• _SOURCE RECORDS_
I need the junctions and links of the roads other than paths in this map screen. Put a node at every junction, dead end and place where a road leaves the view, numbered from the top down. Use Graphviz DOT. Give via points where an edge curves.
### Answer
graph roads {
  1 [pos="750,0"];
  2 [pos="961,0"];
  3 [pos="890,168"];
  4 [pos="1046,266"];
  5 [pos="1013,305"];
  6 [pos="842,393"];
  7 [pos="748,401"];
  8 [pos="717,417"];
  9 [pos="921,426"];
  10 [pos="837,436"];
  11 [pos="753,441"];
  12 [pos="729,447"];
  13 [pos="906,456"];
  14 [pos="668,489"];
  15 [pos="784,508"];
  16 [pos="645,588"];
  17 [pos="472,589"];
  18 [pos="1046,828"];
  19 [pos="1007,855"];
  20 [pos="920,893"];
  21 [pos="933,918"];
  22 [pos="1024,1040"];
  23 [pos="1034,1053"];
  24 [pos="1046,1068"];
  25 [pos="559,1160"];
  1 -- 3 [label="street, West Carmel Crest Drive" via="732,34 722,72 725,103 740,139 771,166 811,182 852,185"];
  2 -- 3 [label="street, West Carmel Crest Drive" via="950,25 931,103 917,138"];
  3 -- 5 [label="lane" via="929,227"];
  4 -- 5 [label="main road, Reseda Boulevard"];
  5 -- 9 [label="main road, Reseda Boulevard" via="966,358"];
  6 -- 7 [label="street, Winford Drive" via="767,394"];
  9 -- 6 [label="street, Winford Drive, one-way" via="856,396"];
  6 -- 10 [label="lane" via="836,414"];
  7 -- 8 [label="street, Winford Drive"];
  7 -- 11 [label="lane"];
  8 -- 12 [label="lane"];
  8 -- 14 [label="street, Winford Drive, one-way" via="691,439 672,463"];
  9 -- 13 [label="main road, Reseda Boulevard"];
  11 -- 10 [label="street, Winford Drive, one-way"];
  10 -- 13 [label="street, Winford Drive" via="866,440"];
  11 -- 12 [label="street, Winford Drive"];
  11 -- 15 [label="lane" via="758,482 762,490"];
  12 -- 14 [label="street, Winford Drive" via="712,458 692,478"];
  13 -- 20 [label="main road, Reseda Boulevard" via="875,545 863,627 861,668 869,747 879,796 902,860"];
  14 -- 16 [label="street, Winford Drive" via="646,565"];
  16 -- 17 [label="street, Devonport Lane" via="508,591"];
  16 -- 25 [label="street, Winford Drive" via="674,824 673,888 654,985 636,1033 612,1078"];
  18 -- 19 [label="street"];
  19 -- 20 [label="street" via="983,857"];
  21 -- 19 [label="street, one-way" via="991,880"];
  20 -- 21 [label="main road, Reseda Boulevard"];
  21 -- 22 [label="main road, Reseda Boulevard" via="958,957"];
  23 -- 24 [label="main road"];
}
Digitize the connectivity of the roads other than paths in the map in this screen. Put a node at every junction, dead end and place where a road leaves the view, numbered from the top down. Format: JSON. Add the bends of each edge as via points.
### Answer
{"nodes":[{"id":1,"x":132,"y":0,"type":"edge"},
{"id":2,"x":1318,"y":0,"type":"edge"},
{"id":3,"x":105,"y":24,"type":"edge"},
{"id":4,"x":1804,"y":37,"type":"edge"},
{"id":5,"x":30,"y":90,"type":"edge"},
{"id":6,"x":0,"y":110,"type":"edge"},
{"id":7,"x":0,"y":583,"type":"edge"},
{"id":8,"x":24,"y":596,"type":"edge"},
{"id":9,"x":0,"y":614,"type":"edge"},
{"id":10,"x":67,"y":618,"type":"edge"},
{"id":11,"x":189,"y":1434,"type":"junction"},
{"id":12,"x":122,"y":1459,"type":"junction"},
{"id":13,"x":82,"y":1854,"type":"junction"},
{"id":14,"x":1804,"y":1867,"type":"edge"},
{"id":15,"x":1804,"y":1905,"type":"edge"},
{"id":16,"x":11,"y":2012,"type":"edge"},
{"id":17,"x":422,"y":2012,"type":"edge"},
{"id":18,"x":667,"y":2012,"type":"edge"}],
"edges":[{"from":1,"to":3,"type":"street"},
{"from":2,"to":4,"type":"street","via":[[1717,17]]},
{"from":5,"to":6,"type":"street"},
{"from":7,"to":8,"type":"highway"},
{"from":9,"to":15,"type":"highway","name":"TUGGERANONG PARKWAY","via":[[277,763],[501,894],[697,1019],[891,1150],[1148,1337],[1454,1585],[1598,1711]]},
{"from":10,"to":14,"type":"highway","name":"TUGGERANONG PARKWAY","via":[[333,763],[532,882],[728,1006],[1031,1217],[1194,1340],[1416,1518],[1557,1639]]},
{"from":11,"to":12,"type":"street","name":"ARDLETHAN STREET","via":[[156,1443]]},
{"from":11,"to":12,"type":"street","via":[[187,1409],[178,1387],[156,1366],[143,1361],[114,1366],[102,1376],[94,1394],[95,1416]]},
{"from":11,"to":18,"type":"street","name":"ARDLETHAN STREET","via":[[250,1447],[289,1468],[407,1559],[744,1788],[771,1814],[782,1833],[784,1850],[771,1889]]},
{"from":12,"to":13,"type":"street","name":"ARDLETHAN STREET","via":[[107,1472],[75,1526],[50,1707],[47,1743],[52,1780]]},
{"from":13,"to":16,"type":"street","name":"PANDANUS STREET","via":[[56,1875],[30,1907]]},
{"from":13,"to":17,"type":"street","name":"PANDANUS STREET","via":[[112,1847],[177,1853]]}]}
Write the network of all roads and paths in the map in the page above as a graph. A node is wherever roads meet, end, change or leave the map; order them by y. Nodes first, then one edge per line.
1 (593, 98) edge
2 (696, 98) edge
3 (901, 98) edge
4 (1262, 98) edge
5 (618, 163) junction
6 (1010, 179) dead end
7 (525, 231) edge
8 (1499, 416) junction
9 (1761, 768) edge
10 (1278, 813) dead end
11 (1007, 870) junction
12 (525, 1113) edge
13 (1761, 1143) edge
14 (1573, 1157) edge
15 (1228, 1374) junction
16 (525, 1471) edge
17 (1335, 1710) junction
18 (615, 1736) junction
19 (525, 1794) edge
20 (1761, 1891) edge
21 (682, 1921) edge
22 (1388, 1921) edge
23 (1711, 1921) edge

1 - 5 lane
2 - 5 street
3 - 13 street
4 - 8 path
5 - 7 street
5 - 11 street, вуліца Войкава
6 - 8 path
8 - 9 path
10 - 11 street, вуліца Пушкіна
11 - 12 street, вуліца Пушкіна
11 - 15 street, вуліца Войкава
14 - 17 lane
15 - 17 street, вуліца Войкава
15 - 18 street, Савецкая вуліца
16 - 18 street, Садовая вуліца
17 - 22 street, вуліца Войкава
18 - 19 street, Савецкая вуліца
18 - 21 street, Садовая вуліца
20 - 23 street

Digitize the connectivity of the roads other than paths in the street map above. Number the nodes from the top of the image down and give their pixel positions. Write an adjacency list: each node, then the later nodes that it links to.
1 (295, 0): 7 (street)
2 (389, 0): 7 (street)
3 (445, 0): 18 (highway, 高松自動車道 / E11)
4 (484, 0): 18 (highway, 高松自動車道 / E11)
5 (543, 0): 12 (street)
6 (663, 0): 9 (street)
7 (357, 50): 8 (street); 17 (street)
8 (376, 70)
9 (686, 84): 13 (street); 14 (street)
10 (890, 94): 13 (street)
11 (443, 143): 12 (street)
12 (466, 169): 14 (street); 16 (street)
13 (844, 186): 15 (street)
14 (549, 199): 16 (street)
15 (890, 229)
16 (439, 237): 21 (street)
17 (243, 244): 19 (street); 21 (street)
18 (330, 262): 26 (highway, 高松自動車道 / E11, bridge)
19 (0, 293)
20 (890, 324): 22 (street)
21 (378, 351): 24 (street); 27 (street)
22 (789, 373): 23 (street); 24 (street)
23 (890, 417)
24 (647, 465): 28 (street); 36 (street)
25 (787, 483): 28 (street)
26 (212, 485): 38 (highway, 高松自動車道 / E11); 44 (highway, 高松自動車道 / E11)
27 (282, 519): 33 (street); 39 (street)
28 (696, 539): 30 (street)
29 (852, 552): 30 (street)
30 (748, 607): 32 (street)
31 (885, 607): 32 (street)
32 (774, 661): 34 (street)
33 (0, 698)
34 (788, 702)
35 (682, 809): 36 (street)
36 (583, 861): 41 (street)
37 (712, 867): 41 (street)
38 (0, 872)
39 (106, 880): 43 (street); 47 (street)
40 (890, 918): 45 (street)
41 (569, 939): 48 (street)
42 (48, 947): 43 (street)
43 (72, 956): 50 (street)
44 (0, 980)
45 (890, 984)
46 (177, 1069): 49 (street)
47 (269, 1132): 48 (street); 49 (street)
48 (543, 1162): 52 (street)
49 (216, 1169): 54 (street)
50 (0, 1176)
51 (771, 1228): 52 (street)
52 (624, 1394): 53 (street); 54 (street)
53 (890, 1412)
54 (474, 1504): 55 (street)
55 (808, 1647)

• _WORK INSTRUCTIONS_
Scan the listing above. Gather each line that contains the word "place".

• _EXERCISE OUTPUT_
I need the junctions and links of the roads other than paths in this map screen. Put a node at every junction, dead end and place where a road leaves the view, numbered from the top down. Use Graphviz DOT. Give via points where an edge curves.
Digitize the connectivity of the roads other than paths in the map in this screen. Put a node at every junction, dead end and place where a road leaves the view, numbered from the top down. Format: JSON. Add the bends of each edge as via points.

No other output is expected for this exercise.